All habitués of Pharyngula know that PZ is a prodigious writer (except, perhaps, for the book he is always supposedly finishing up). It's not surprising to learn that he is also a prodigious reader. Of course, we know this because we see his reading as the grist for his blog's mill. However, there's more to it than that. PZ is a big fan of science fiction author Iain M. Banks. In fact, he's also a big fan of Iain Banks, this latter being the name that Banks uses for his non-sf novels.
I lean toward the Culture novels myself, my favorite Banks work being The Player of Games, one of the few books I have read multiple times. PZ expressed a fondness for the semi-notorious Wasp Factory and its sociopathic protagonist. My Simon & Schuster paperback copy of The Wasp Factory includes on its back cover such paeans as “One of the top 100 novels of the century” and such slams as “A literary equivalent of the nastiest brand of juvenile delinquent.” I rather admire the cheekiness of running negative comments among the usual positive blurbs.

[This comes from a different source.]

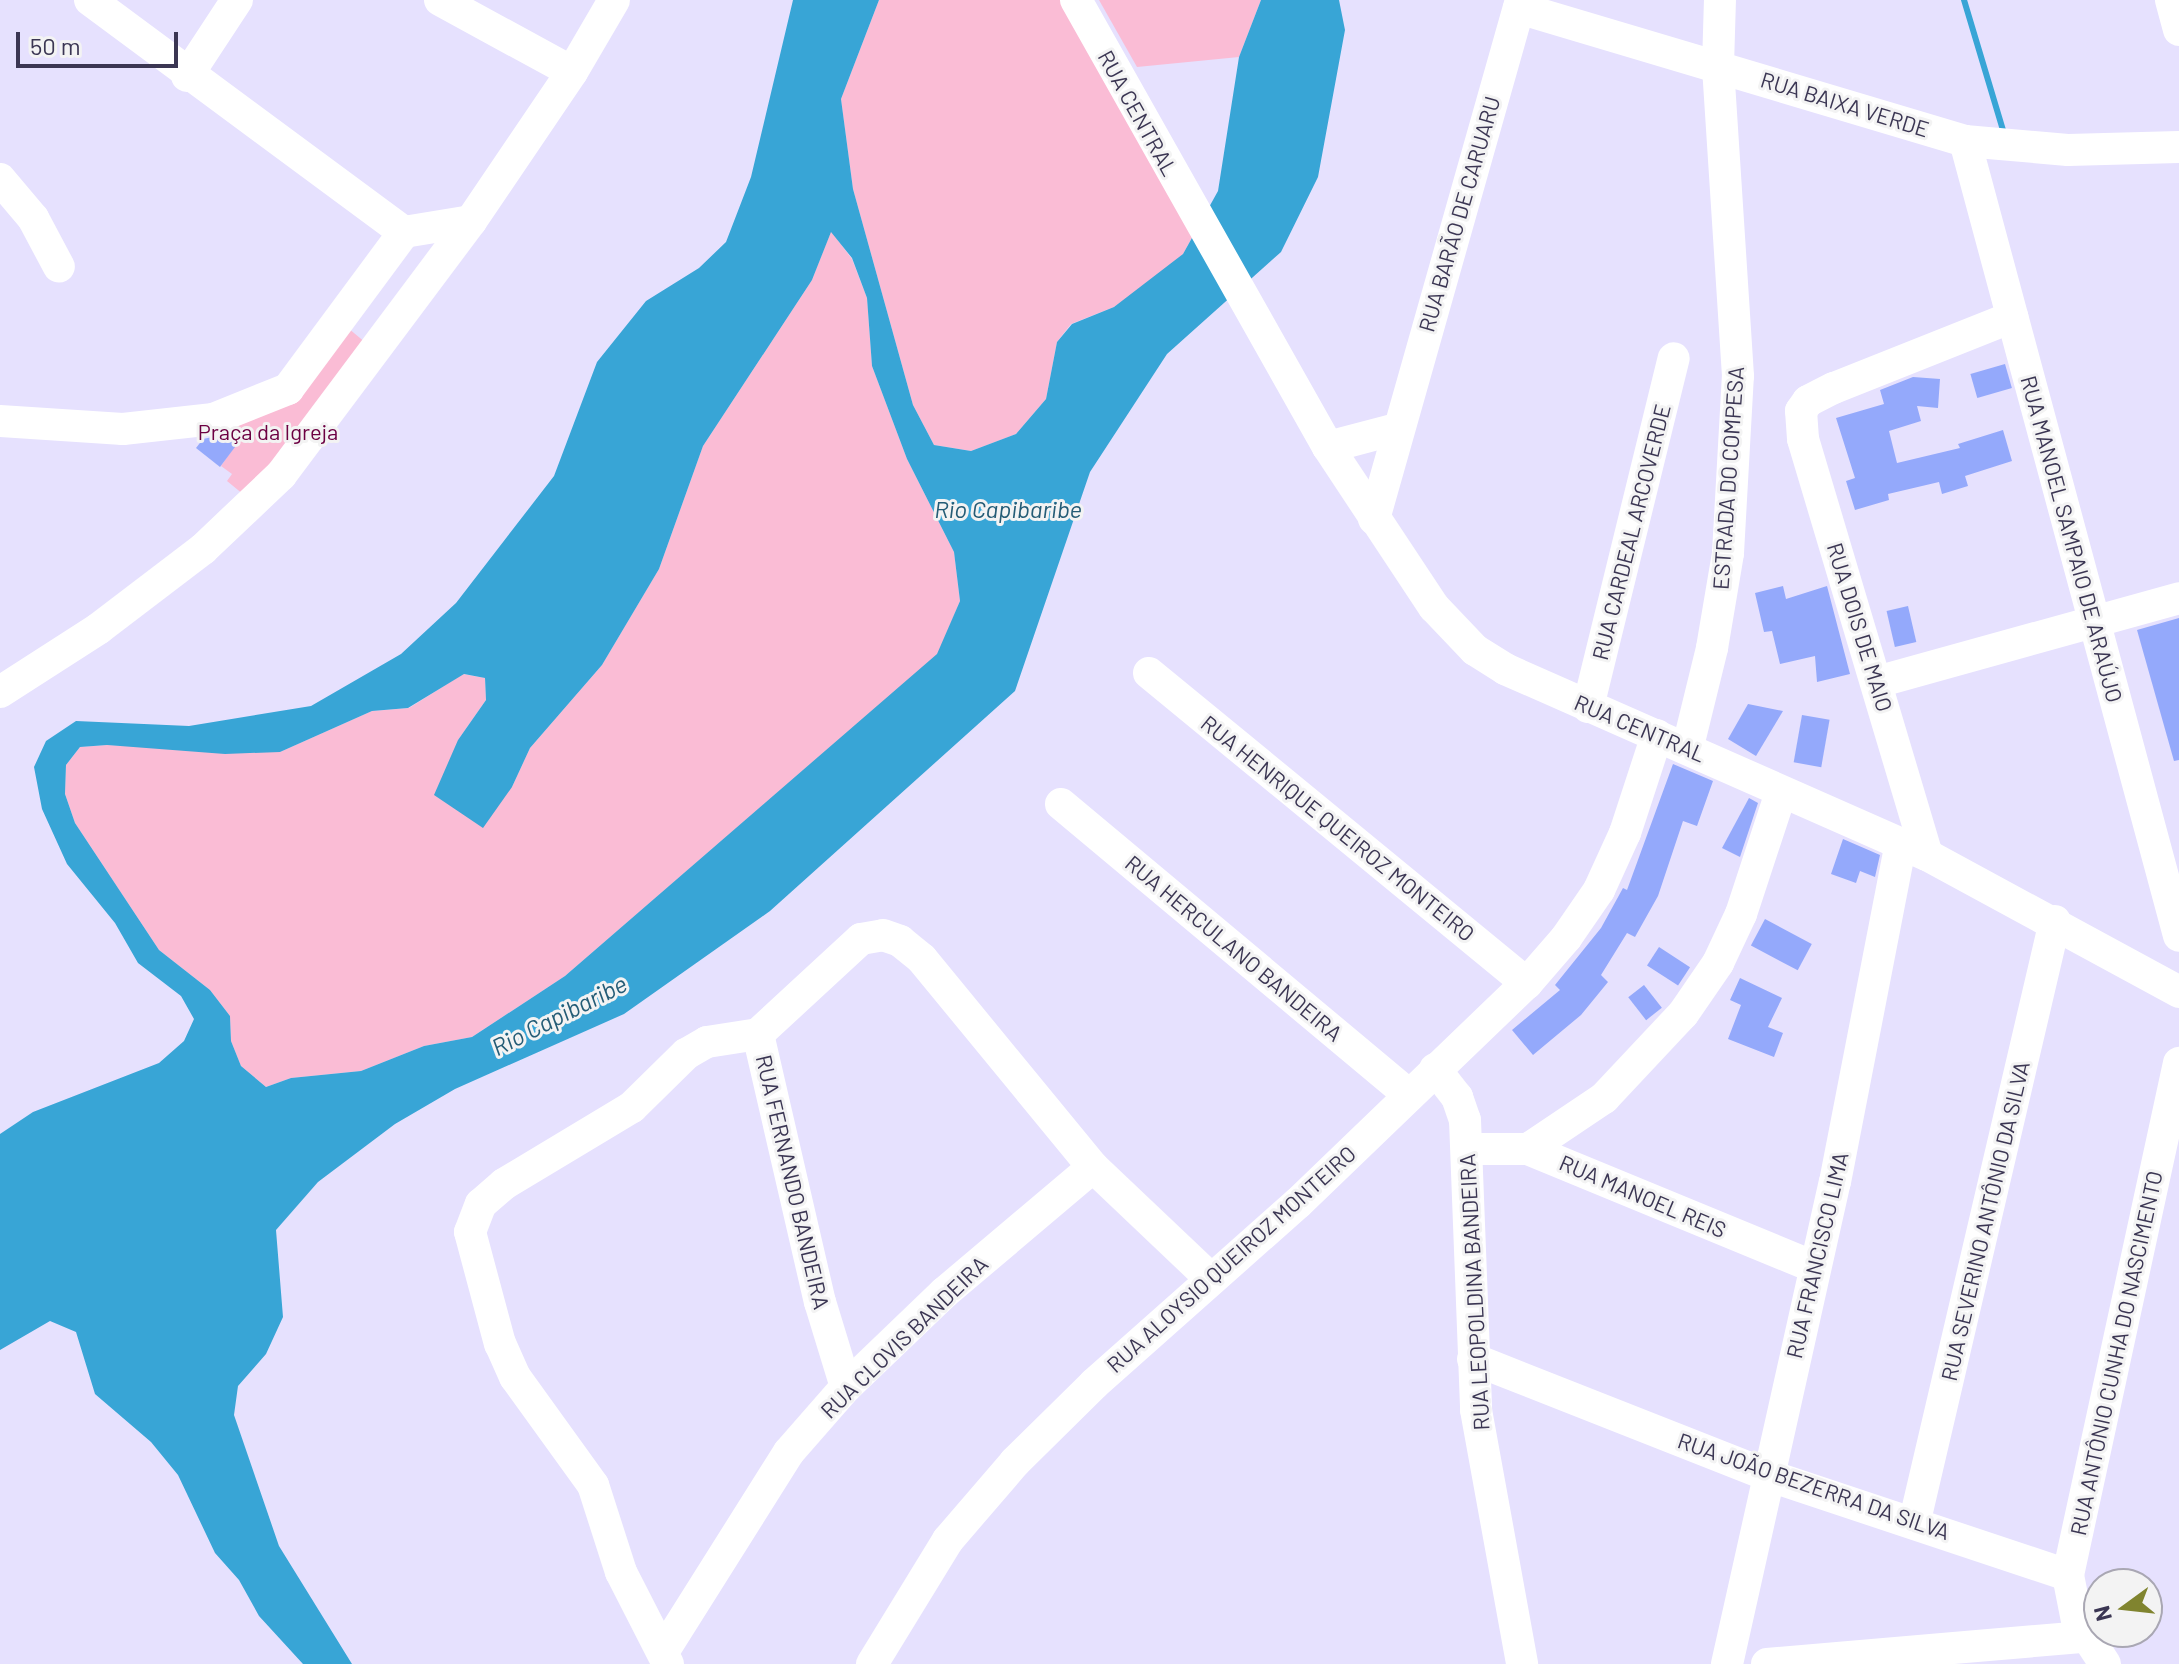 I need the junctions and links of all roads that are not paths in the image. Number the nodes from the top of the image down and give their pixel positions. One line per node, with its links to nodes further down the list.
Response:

(Shocking revelation of my own: My copy of The Wasp Factory is brand new. Despite an assiduous search through my bookcases, I find no trace of the white-covered edition I see so clearly in my mind. And paging through the new copy leaves me befuddled, since the story seems only vaguely familiar. Have I forgotten it or have I never read it? Both are hard to believe. The book is now on my “read soon” stack and I'll see whether Frank's nefarious adventures ring a bell.)
PZ and I were not the only Banks fans present. One of the other attendees offered his opinion that Banks wrote scenes that were impossible to turn into movies. (An attempt to turn The Player of Games into a film foundered several years ago.) PZ disagreed. He suggested that the scene with the Eaters in Consider Phlebas would make for a very nice horror movie.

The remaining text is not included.